Exercise brief —
Of the lines below, copy those that hold the word "static".

━━ Records to process ━━

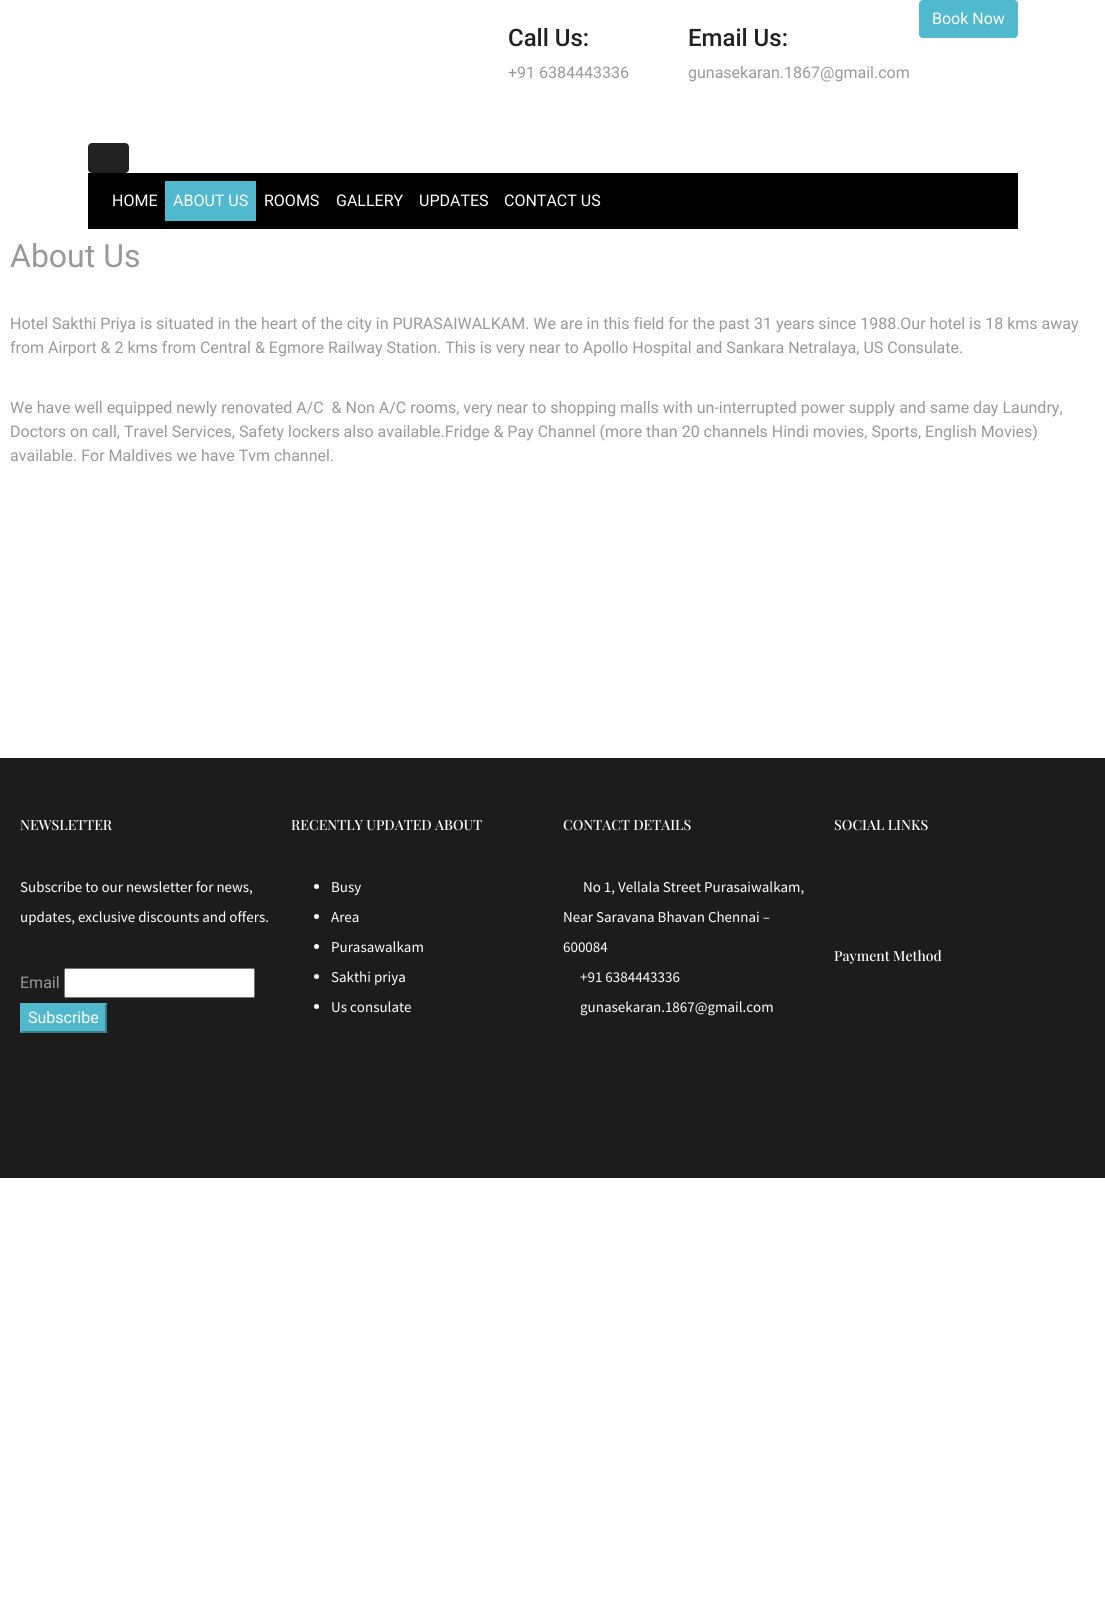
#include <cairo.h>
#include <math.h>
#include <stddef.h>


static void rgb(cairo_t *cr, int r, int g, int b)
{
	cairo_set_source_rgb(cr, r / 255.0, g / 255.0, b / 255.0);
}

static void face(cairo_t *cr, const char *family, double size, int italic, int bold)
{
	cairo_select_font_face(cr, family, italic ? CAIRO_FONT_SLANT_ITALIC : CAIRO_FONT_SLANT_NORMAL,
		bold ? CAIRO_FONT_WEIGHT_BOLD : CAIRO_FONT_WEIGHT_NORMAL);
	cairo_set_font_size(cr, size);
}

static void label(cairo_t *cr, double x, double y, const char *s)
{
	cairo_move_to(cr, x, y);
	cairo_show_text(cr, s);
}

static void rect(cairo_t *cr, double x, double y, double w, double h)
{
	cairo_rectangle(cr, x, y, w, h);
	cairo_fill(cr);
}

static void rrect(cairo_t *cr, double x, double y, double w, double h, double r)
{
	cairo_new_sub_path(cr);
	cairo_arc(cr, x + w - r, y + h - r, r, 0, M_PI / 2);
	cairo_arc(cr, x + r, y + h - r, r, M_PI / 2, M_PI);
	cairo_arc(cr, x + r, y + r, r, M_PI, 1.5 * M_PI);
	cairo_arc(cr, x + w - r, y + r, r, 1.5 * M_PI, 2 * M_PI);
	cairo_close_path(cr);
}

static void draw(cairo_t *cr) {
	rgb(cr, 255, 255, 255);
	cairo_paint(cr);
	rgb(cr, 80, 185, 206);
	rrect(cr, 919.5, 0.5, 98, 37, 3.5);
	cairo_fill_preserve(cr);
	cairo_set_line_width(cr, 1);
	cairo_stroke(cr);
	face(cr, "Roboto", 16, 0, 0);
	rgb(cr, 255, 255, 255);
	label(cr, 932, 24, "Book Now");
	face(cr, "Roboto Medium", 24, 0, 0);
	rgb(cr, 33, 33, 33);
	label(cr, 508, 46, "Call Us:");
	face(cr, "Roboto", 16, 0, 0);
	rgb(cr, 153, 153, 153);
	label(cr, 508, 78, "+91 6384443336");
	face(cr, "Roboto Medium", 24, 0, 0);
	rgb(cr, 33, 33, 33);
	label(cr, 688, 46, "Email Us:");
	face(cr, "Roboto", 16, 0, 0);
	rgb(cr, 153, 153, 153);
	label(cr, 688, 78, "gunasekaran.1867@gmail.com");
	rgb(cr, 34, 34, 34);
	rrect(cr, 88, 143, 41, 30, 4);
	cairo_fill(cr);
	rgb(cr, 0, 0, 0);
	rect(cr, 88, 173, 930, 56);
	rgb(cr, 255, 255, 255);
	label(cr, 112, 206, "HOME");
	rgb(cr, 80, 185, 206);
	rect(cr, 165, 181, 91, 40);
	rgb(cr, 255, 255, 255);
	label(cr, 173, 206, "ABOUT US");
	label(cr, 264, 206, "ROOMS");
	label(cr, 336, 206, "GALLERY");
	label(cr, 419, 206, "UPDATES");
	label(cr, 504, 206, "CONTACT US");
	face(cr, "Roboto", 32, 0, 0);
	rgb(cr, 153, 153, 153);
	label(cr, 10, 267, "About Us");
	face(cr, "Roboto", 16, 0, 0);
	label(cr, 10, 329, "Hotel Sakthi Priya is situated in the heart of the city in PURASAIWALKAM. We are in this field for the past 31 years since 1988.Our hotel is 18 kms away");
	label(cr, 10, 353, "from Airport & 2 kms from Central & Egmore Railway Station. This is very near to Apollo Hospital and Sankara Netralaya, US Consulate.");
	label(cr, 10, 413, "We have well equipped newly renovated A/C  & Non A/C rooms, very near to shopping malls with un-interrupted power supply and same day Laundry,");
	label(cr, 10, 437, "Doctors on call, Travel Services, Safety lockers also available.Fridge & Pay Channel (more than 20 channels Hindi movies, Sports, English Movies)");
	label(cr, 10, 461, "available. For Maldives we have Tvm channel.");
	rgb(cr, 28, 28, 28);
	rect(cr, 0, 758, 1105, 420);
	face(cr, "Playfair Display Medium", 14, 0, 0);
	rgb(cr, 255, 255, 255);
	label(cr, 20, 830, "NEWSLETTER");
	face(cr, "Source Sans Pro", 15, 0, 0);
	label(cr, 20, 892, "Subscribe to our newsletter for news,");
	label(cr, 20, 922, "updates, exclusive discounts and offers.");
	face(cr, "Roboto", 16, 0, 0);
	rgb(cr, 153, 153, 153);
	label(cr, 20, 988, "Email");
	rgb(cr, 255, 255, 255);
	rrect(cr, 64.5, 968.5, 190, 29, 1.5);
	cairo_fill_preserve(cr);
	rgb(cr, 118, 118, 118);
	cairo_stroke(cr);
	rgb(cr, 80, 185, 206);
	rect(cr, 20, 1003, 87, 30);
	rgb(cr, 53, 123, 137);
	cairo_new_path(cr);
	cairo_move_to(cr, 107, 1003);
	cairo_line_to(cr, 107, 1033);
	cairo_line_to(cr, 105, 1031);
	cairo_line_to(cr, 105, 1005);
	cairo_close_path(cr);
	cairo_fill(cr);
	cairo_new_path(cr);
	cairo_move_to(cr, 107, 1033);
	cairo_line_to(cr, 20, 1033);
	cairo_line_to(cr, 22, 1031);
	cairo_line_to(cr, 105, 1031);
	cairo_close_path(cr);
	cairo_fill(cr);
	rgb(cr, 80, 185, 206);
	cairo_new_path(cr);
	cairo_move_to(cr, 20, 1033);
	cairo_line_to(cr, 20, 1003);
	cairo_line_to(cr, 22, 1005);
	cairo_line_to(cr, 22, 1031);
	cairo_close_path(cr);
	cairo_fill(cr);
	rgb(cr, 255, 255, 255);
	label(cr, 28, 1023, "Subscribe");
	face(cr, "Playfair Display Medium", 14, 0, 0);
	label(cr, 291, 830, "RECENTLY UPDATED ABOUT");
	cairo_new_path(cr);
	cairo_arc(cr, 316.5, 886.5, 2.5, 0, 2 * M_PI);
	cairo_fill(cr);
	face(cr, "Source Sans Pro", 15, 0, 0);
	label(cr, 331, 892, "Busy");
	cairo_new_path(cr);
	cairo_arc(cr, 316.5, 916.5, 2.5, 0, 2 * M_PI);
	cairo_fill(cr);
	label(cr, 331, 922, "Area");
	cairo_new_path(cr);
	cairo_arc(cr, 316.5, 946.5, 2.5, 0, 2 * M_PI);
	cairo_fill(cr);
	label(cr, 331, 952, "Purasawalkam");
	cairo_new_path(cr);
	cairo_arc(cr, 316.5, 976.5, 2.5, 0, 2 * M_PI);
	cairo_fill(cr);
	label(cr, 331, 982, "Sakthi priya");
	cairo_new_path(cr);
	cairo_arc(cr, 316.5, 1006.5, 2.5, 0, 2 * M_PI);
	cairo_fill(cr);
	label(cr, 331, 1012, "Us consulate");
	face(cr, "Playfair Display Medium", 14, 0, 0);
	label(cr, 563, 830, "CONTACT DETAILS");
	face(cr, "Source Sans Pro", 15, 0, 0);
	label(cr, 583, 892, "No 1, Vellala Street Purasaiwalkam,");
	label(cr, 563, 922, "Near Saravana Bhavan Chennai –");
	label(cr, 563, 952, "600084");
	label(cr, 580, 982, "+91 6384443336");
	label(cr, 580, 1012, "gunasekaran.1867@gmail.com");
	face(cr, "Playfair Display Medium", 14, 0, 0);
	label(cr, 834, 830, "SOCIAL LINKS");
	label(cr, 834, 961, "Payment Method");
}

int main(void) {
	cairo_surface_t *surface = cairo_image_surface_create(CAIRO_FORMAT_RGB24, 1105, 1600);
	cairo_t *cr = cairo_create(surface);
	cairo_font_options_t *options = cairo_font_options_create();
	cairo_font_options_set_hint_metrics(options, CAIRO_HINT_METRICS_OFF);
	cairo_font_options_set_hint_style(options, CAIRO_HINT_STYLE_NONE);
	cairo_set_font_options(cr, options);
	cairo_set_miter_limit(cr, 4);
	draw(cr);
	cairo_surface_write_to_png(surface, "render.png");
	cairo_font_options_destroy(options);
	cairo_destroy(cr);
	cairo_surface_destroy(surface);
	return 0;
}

━━━

Your response —
static void rgb(cairo_t *cr, int r, int g, int b)
static void face(cairo_t *cr, const char *family, double size, int italic, int bold)
static void label(cairo_t *cr, double x, double y, const char *s)
static void rect(cairo_t *cr, double x, double y, double w, double h)
static void rrect(cairo_t *cr, double x, double y, double w, double h, double r)
static void draw(cairo_t *cr) {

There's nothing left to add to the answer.